06.12.2017  14:11

Registro dei tumori: il presidente del Calcit Valdarno ricorda le tappe percorse. I dati

di Monica Campani
Piero Secciani ricorda tutto il percorso che è stato necessario per raggiungere l'importante traguardo del registro dei tumori


Un obiettivo cullato fin dal 1999 dal Calcit del Valdarno aretino e che adesso è divenuto realtà. Il presidente del Comitato autonomo per la lotta contro i tumori, Piero Secciani, ricorda quanto è stato fatto per vedere realizzato il Registro dei tumori.

"La nostra Associazione fra le altre varie azioni legate alla prevenzione, alla cura del tumore e al sostegno alle famiglie del malato oncologico e non, aveva messo nel proprio programma operativo la formalizzazione del Registro Tumori o meglio delle Analisi Epidemiologiche del Valdarno al fine di attivare mirati interventi a carattere preventivo. Per calibrare il nostro intervento in maniera più consapevole, ci sembrava indispensabile, infatti, cercare di sondare quale fosse l’incidenza dei tumori in Valdarno, comprendere se esistesse una maggiore concentrazione di alcune specifiche tipologie e se queste fossero in qualche modo legate a determinati fattori personali come ad esempio una specifica fascia di età, o ambientali".

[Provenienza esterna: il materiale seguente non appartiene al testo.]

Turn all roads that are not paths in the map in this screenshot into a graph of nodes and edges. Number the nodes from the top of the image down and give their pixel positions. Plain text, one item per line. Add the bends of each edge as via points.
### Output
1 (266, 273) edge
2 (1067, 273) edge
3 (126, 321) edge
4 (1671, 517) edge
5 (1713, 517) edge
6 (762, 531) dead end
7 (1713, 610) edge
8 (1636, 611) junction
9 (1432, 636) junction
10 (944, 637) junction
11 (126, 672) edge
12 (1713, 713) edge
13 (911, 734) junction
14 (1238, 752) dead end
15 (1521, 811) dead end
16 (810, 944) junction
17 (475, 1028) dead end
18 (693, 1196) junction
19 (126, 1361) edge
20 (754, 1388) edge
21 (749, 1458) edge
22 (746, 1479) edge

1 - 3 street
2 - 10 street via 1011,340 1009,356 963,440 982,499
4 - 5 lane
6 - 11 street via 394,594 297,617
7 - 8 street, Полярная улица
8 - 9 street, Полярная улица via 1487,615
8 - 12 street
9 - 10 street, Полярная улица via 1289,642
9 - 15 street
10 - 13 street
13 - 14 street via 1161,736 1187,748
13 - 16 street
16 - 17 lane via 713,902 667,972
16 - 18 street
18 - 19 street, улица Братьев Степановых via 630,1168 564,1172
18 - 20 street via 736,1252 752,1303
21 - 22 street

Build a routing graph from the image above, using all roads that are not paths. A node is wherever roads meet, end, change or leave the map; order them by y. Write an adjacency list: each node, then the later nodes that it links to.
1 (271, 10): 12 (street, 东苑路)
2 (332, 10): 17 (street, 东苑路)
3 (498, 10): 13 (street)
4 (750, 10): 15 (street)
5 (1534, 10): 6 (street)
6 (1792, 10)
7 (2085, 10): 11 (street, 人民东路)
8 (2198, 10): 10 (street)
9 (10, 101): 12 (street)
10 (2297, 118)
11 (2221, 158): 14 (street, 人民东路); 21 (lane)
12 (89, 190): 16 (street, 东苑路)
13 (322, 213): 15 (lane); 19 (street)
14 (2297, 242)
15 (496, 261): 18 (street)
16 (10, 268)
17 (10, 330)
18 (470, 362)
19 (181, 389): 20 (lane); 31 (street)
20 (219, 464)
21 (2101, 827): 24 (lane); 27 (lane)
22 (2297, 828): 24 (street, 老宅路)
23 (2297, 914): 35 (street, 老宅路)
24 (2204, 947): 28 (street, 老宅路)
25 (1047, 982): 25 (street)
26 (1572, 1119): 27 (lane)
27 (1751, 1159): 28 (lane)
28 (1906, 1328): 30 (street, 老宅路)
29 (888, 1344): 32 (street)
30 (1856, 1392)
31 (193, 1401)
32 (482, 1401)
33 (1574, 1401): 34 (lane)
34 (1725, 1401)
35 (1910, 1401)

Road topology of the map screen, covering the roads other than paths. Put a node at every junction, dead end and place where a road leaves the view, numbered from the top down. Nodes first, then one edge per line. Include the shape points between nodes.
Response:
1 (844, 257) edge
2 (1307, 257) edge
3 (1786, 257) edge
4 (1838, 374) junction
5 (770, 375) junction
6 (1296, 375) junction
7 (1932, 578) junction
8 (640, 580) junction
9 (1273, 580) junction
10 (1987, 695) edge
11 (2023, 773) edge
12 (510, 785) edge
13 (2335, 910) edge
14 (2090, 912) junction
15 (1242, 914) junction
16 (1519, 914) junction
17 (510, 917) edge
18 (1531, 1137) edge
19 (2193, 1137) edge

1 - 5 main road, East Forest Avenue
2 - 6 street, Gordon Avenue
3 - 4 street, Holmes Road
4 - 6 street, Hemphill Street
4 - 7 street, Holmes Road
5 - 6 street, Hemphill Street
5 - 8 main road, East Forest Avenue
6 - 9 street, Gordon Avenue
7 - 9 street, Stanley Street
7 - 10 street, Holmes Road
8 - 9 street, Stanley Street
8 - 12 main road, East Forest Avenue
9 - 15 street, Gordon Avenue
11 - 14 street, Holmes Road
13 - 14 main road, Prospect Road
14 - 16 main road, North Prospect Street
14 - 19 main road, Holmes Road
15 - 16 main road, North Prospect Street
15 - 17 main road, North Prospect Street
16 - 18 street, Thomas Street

Piero Secciani ricorda che il percorso intrapreso è iniziato nel 2015 quando il Calcit ha chiesto all'allora direttore di Zona Distretto Usl8, Anna Domenichelli, l'attivazione del Registro dei tumori. Da quel momento si sono susseguiti contatti con il Domenico Sellese, direttore del dipartimento della prevenzione della Usl8, con Ispo, l'istituto per lo studio e la prevenzione oncologica, incontri con al terza Commissione consilire permanente sulla sanità del Comune di San Giovanni, con il presidente della Conferenza dei sindaci, Maurizio Viligiardi. 

Dai dati che nel mese di marzo di quest'anno Ispo regionale ha messo a disposizione "è emerso - afferma il prsidente del Calcit -  che i fattori di rischio potevano essere di vario tipo e che comunque non vi erano state incidenze in aumento negli anni che vanno dal 2001 al 2015. Nel resoconto si sottolinea inoltre che la regione Toscana è nel contempo attenta alla sorveglianza dei vari fattori di rischio. I dati riferiti alle varie tipologie di tumore riferite fino all’anno 2012, evidenziano sostanzialmente una situazione statica dei tumori in Valdarno e comunque un quadro in linea con gli andamenti Regionali e Provinciali".

Piero Secciani conclude: "Il nostro intervento di conoscenza sui tumori nel Valdarno non si può ritenere certamente risolto ma ci sembra un grosso obiettivo raggiunto quello di avere potuto avere la possibilità di accedere ai dati del registro tumori per indagare meglio sulla nostra realtà e di avere l’opportunità di continuare a farlo attraverso l’ occasione di monitorizzare in itinere le varie forme di patologie tumorali più frequenti e di attivare azioni preventive condivise con le Istituzioni e Specialisti in materia".

Intanto giovedì 7 dicembre alle 17.30 nella sala del consiglio di Terranuova verranno resi noti i dati del Registro dei tumori.